The Guannan People’s Court ruled Liu took advantage of his position to accept bribes worth 746,000 yuan from 26 people. In exchange, Liu provided preferential treatment to hotels, entertainment venues, massage parlors and firework stores. He also interfered in cases being handled by other officers. Of these ill-gotten funds, 240,000 yuan was ultimately given to Xu.
Liu’s crimes also included neglecting to arrange surprise inspections for the businesses and reducing the punishments for hotels that failed to properly record their guests’ information. He once improperly approved bail for someone accused of providing a venue for prostitution.
Liu plead guilty to all charges.

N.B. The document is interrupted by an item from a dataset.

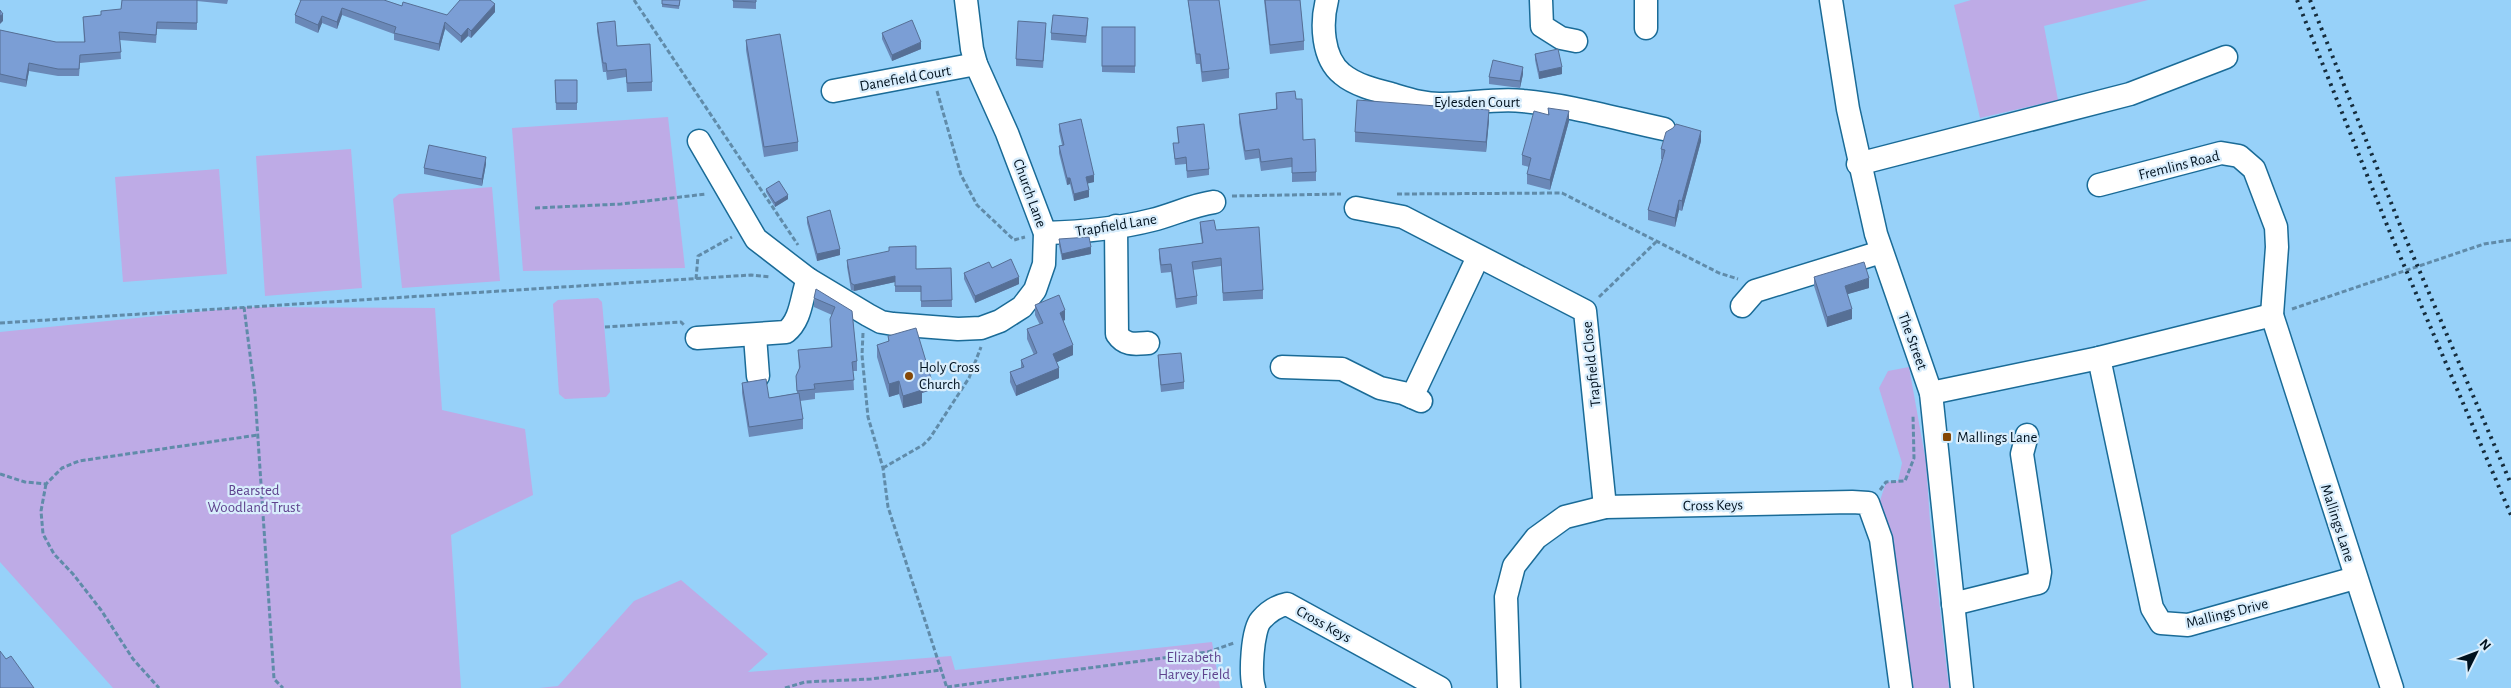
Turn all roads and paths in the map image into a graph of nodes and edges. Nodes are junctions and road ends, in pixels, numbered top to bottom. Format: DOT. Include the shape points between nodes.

In January 2020, he was fined 200,000 yuan and sentenced to two and a half years in prison.
Besides Liu, Xu was involved with three other police officers — the deputy chief of the police of Lianyungang’s Guanyun county, and two police station chiefs. The others include the boss of a hospital’s labor union, the deputy director of a health center and a primary school principal.

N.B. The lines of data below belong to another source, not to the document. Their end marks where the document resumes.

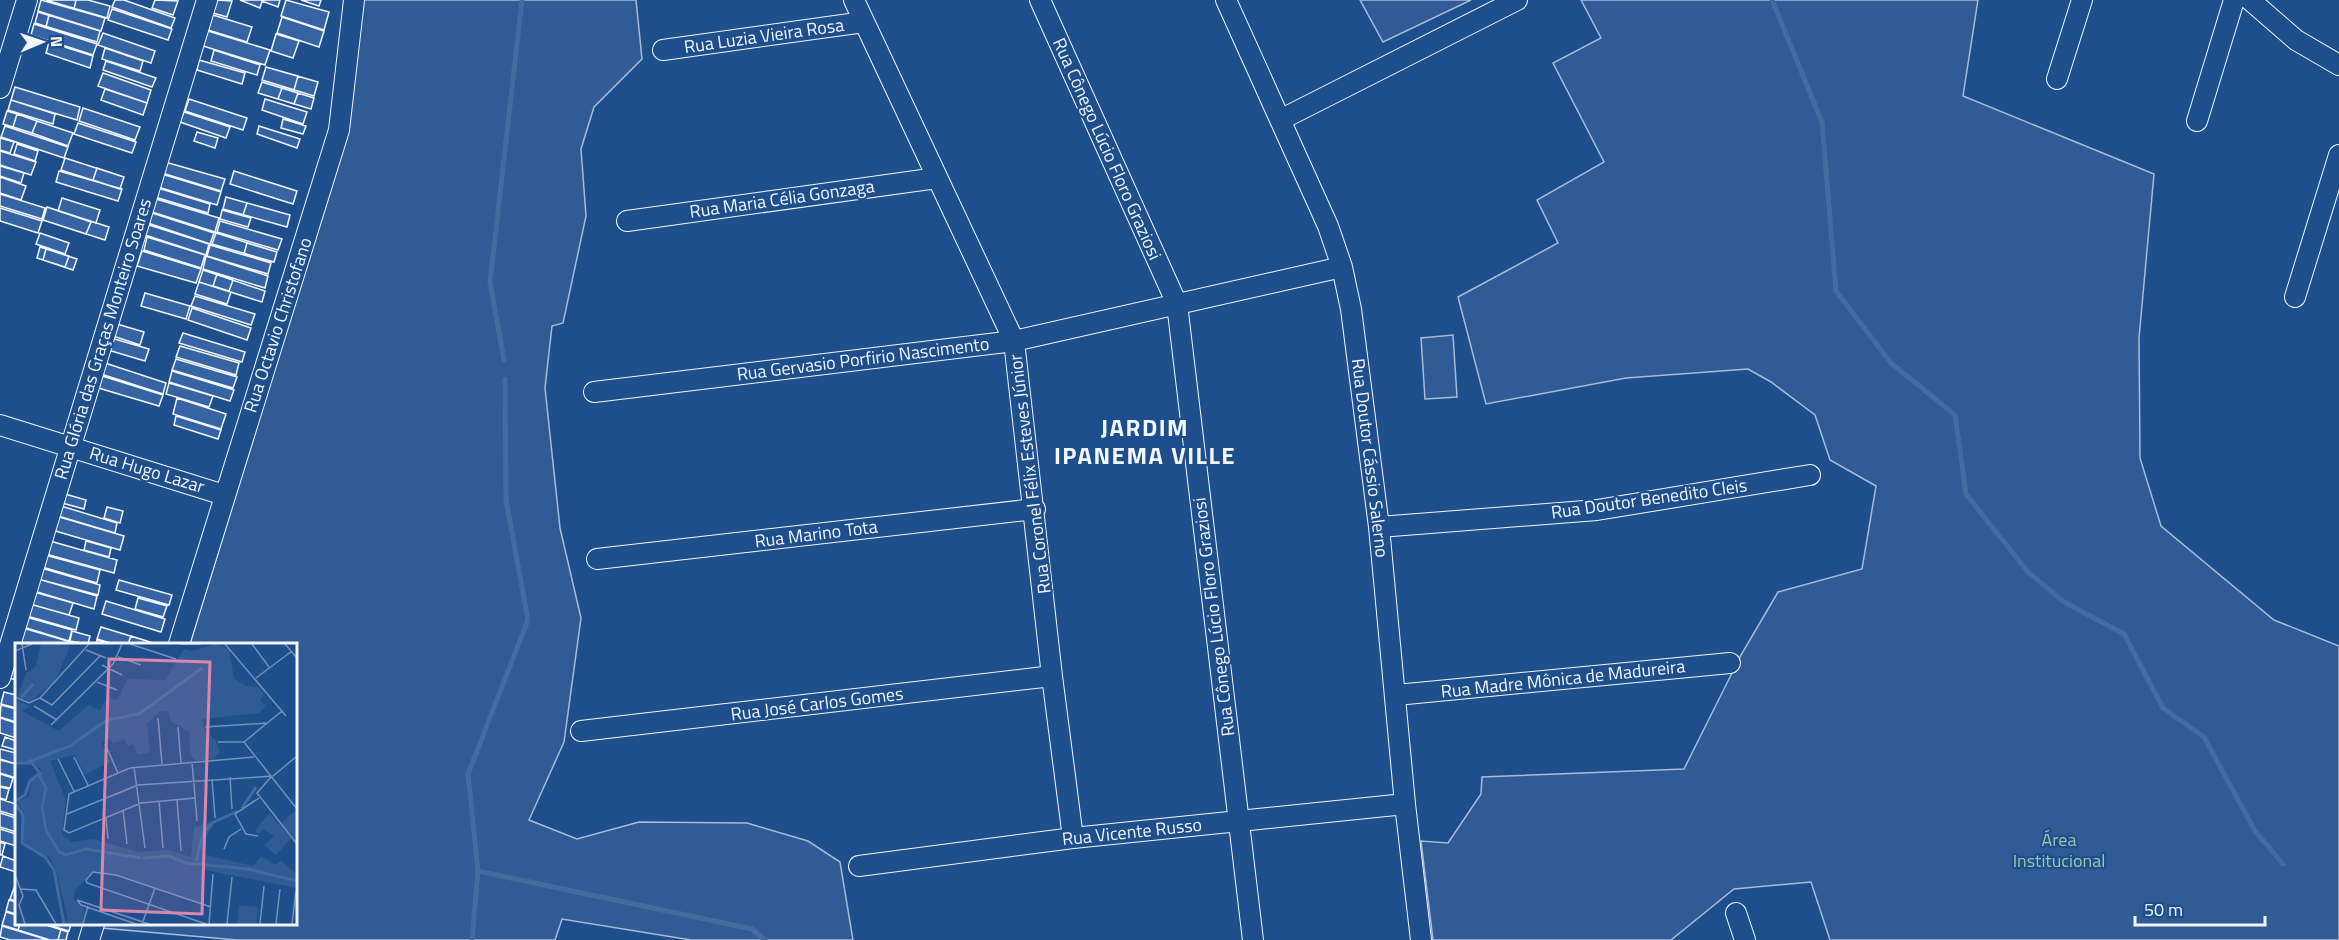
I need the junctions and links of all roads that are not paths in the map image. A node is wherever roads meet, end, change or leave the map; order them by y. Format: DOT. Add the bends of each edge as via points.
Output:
graph roads {
  1 [pos="27,0"];
  2 [pos="207,0"];
  3 [pos="354,0"];
  4 [pos="854,0"];
  5 [pos="1040,0"];
  6 [pos="1226,0"];
  7 [pos="1516,0"];
  8 [pos="2082,0"];
  9 [pos="2234,0"];
  10 [pos="2250,0"];
  11 [pos="864,22"];
  12 [pos="663,50"];
  13 [pos="2339,65"];
  14 [pos="2057,79"];
  15 [pos="0,88"];
  16 [pos="1280,120"];
  17 [pos="2197,121"];
  18 [pos="2339,154"];
  19 [pos="937,178"];
  20 [pos="627,221"];
  21 [pos="1342,267"];
  22 [pos="2295,297"];
  23 [pos="1177,304"];
  24 [pos="1014,340"];
  25 [pos="594,392"];
  26 [pos="0,425"];
  27 [pos="70,447"];
  28 [pos="1810,475"];
  29 [pos="224,495"];
  30 [pos="1035,509"];
  31 [pos="1379,526"];
  32 [pos="597,559"];
  33 [pos="180,643"];
  34 [pos="1730,663"];
  35 [pos="1052,676"];
  36 [pos="0,678"];
  37 [pos="1396,695"];
  38 [pos="581,731"];
  39 [pos="1405,804"];
  40 [pos="1238,822"];
  41 [pos="1073,838"];
  42 [pos="859,866"];
  43 [pos="1736,913"];
  44 [pos="94,925"];
  45 [pos="89,940"];
  46 [pos="1253,940"];
  47 [pos="1421,940"];
  48 [pos="1745,940"];
  1 -- 15 [label="street"];
  2 -- 27 [label="street, Rua Glória das Graças Monteiro Soares"];
  3 -- 29 [label="street, Rua Octavio Christofano" via="339,130"];
  4 -- 11 [label="street, Rua Coronel Félix Esteves Júnior"];
  5 -- 23 [label="street, Rua Cônego Lúcio Floro Graziosi"];
  6 -- 16 [label="street, Rua Doutor Cássio Salerno"];
  7 -- 16 [label="street"];
  8 -- 14 [label="street"];
  9 -- 17 [label="street"];
  10 -- 13 [label="street" via="2296,40"];
  11 -- 12 [label="street, Rua Luzia Vieira Rosa"];
  11 -- 19 [label="street, Rua Coronel Félix Esteves Júnior"];
  16 -- 21 [label="street, Rua Doutor Cássio Salerno" via="1328,226"];
  18 -- 22 [label="street"];
  19 -- 20 [label="street, Rua Maria Célia Gonzaga"];
  19 -- 24 [label="street, Rua Coronel Félix Esteves Júnior"];
  21 -- 23 [label="street, Rua Gervasio Porfirio Nascimento"];
  21 -- 31 [label="street, Rua Doutor Cássio Salerno"];
  23 -- 24 [label="street, Rua Gervasio Porfirio Nascimento"];
  23 -- 40 [label="street, Rua Cônego Lúcio Floro Graziosi"];
  24 -- 25 [label="street, Rua Gervasio Porfirio Nascimento"];
  24 -- 30 [label="street, Rua Coronel Félix Esteves Júnior"];
  26 -- 27 [label="street, Rua Hugo Lazar"];
  27 -- 29 [label="street, Rua Hugo Lazar"];
  27 -- 36 [label="street, Rua Glória das Graças Monteiro Soares"];
  28 -- 31 [label="street, Rua Doutor Benedito Cleis" via="1597,510"];
  29 -- 33 [label="street, Rua Octavio Christofano"];
  30 -- 32 [label="street, Rua Marino Tota"];
  30 -- 35 [label="street, Rua Coronel Félix Esteves Júnior"];
  31 -- 37 [label="street, Rua Doutor Cássio Salerno"];
  34 -- 37 [label="street, Rua Madre Mônica de Madureira"];
  35 -- 38 [label="street, Rua José Carlos Gomes"];
  35 -- 41 [label="street, Rua Coronel Félix Esteves Júnior"];
  37 -- 39 [label="street, Rua Doutor Cássio Salerno"];
  39 -- 40 [label="street, Rua Vicente Russo"];
  39 -- 47 [label="street, Rua Doutor Cássio Salerno"];
  40 -- 41 [label="street, Rua Vicente Russo"];
  40 -- 46 [label="street, Rua Cônego Lúcio Floro Graziosi"];
  41 -- 42 [label="street, Rua Vicente Russo"];
  43 -- 48 [label="street"];
  44 -- 45 [label="street"];
}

The court documents reveal she extorted these men for amounts ranging from tens of thousands of yuan to as much as 1 million yuan during her various relationships.
On March 12, the Guannan government announced that these officials had received non-criminal punishments by late 2019, including being dismissed from their government and Communist Party positions.
Because Xu cooperated after her arrest and confessed to her crime, she was granted official leniency by the court. However, this still amounted to 13 years behind bars and a fine of 5 million yuan. She is now awaiting a second trial after filing an appeal.
The fact that Liu was given a far shorter sentence than Xu sparked public debate.
Ruan Qilin, a professor at China University of Political Science and Law, told Caixin that in extortion cases, the punishment is determined by the amount involved.
The law says that those who extort a large amount of money should be given prison sentences of over a decade. According to a 2013 Criminal Law interpretation released by China’s top judicial and procuratorial authorities, “large amounts” of money begin at 300,000 yuan — less than a tenth of the total amount extorted by Xu.